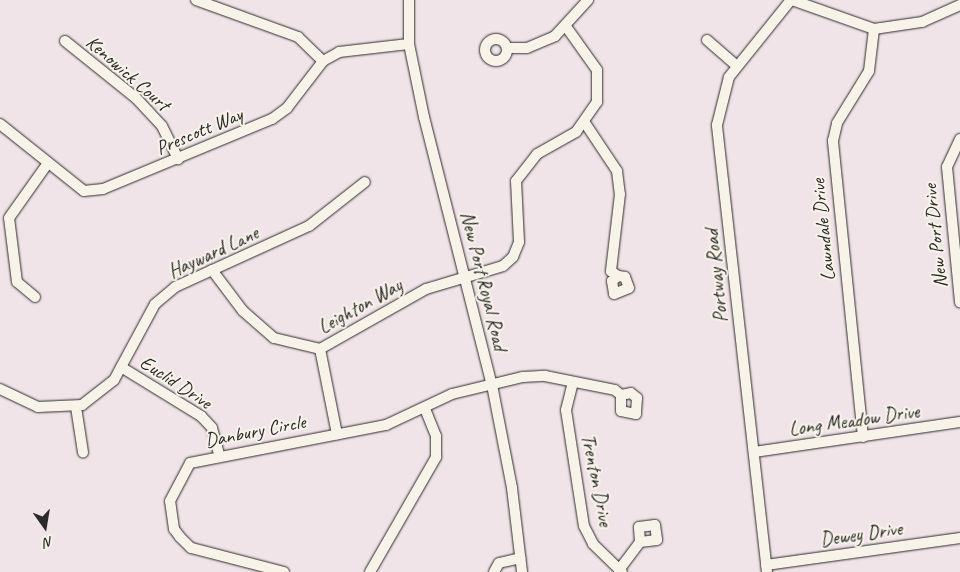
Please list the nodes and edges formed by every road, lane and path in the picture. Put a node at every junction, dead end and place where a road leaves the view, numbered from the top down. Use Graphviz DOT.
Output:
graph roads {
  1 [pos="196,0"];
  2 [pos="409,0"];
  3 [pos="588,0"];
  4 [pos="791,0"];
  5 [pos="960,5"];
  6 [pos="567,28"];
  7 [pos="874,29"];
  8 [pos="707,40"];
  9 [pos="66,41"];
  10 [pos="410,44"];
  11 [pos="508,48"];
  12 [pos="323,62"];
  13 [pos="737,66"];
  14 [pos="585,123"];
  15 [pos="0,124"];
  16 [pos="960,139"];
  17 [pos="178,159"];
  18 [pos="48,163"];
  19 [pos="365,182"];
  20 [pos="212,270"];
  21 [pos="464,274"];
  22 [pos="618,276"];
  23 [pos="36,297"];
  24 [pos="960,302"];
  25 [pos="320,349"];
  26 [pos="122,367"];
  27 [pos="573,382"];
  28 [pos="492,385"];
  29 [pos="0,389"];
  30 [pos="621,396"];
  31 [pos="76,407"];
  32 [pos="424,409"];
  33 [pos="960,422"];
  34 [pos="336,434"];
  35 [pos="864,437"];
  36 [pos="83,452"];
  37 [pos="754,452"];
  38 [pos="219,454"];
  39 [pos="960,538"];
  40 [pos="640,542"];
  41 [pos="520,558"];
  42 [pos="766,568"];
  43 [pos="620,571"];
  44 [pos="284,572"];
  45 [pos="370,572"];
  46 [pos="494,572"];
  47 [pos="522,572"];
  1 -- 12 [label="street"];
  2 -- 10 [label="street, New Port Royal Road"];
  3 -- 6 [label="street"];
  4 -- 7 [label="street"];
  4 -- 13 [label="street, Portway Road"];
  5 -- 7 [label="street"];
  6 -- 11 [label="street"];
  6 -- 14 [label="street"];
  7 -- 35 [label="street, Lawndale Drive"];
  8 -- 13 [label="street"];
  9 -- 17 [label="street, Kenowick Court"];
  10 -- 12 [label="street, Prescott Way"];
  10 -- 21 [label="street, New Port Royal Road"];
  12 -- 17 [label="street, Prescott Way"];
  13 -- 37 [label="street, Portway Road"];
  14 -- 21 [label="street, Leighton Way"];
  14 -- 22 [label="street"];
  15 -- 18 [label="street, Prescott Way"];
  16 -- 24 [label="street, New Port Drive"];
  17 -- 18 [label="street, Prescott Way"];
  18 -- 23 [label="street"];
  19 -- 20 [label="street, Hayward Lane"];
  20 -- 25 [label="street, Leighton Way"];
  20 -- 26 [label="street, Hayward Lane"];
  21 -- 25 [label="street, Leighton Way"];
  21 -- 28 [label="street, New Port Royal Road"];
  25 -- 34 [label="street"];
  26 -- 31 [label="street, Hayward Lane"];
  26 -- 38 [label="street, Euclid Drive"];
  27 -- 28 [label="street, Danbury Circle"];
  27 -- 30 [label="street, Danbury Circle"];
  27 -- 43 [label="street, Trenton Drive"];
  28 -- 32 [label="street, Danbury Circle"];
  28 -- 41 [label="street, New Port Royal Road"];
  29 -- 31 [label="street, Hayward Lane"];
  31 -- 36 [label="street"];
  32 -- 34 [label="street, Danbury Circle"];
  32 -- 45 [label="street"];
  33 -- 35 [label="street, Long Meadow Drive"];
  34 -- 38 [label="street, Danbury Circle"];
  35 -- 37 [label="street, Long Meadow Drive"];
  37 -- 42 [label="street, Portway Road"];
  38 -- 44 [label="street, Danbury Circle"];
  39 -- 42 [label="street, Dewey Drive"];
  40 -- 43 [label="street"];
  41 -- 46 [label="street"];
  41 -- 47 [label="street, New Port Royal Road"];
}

··········

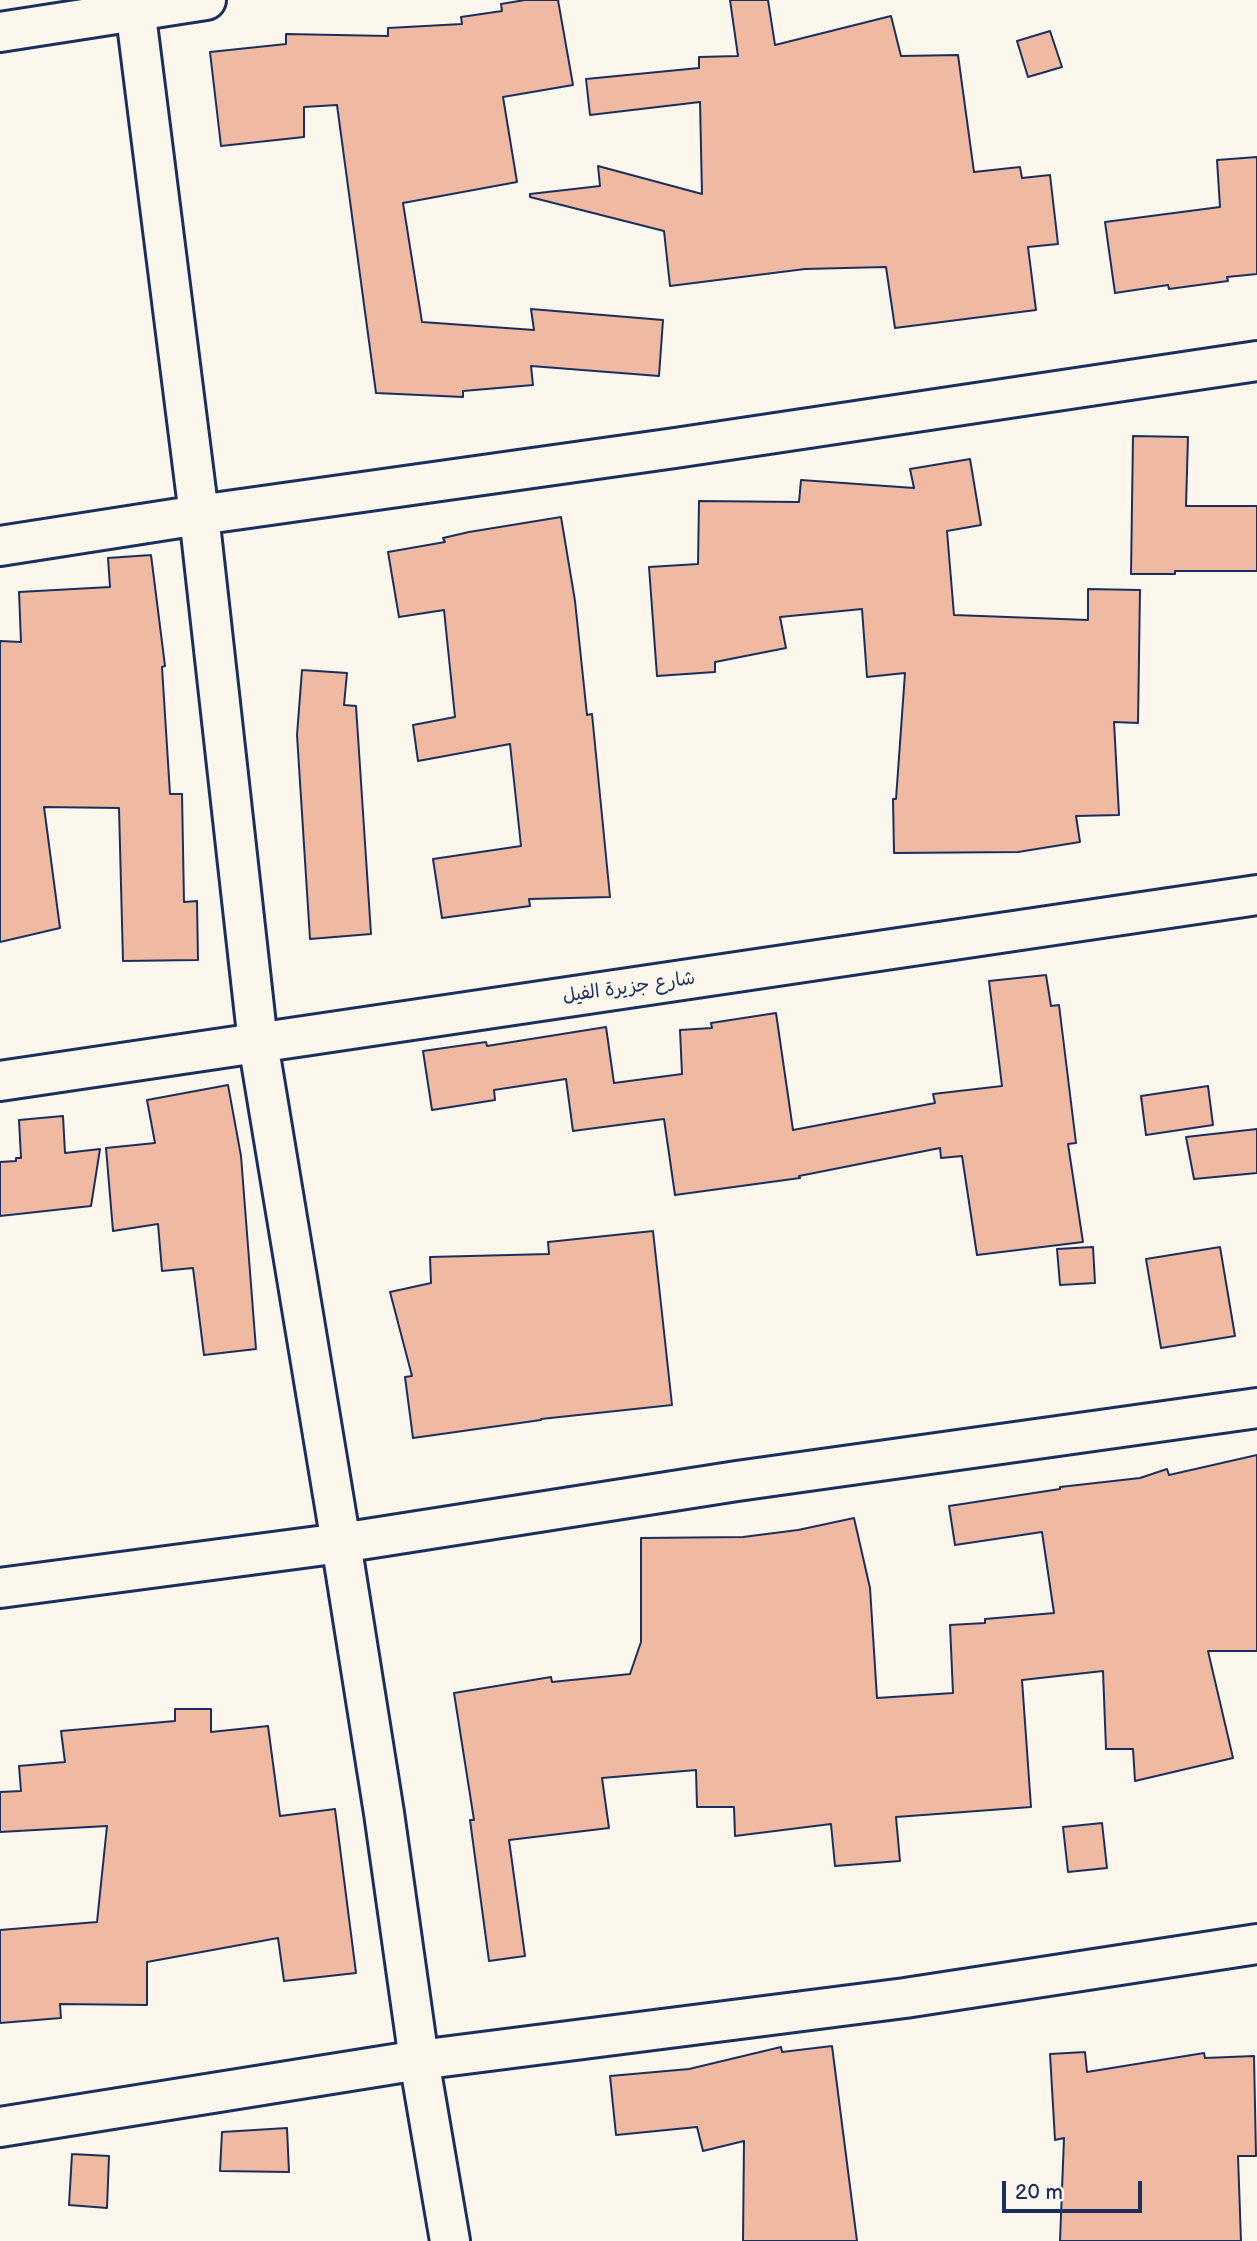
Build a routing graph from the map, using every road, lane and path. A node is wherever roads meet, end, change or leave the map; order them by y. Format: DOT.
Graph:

··········

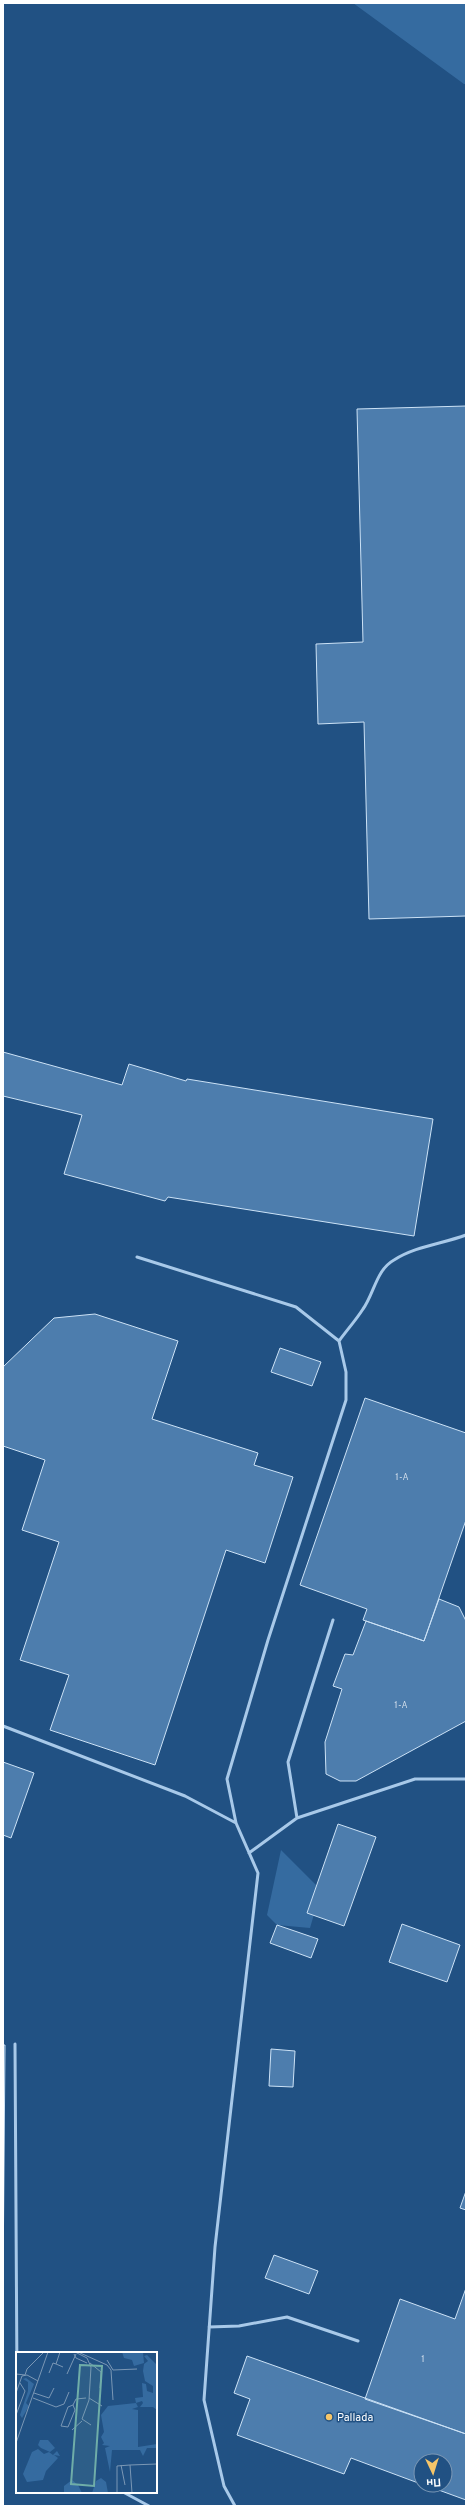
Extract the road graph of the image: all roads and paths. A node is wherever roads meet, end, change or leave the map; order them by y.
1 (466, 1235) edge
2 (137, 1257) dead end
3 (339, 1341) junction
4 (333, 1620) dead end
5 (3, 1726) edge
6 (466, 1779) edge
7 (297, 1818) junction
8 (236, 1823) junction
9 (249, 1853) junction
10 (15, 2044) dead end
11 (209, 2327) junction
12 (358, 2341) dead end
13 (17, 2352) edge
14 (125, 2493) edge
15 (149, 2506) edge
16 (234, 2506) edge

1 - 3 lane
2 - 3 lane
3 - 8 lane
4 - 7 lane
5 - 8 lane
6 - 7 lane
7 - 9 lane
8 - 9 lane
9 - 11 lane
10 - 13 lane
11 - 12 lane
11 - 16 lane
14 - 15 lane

··········

*Work to be completed*.
Track down all lines above with the string "from" and copy them.

*Solution to this problem*.
Please list the nodes and edges formed by every road, lane and path in the picture. Put a node at every junction, dead end and place where a road leaves the view, numbered from the top down. Use Graphviz DOT.
Build a routing graph from the map, using every road, lane and path. A node is wherever roads meet, end, change or leave the map; order them by y. Format: DOT.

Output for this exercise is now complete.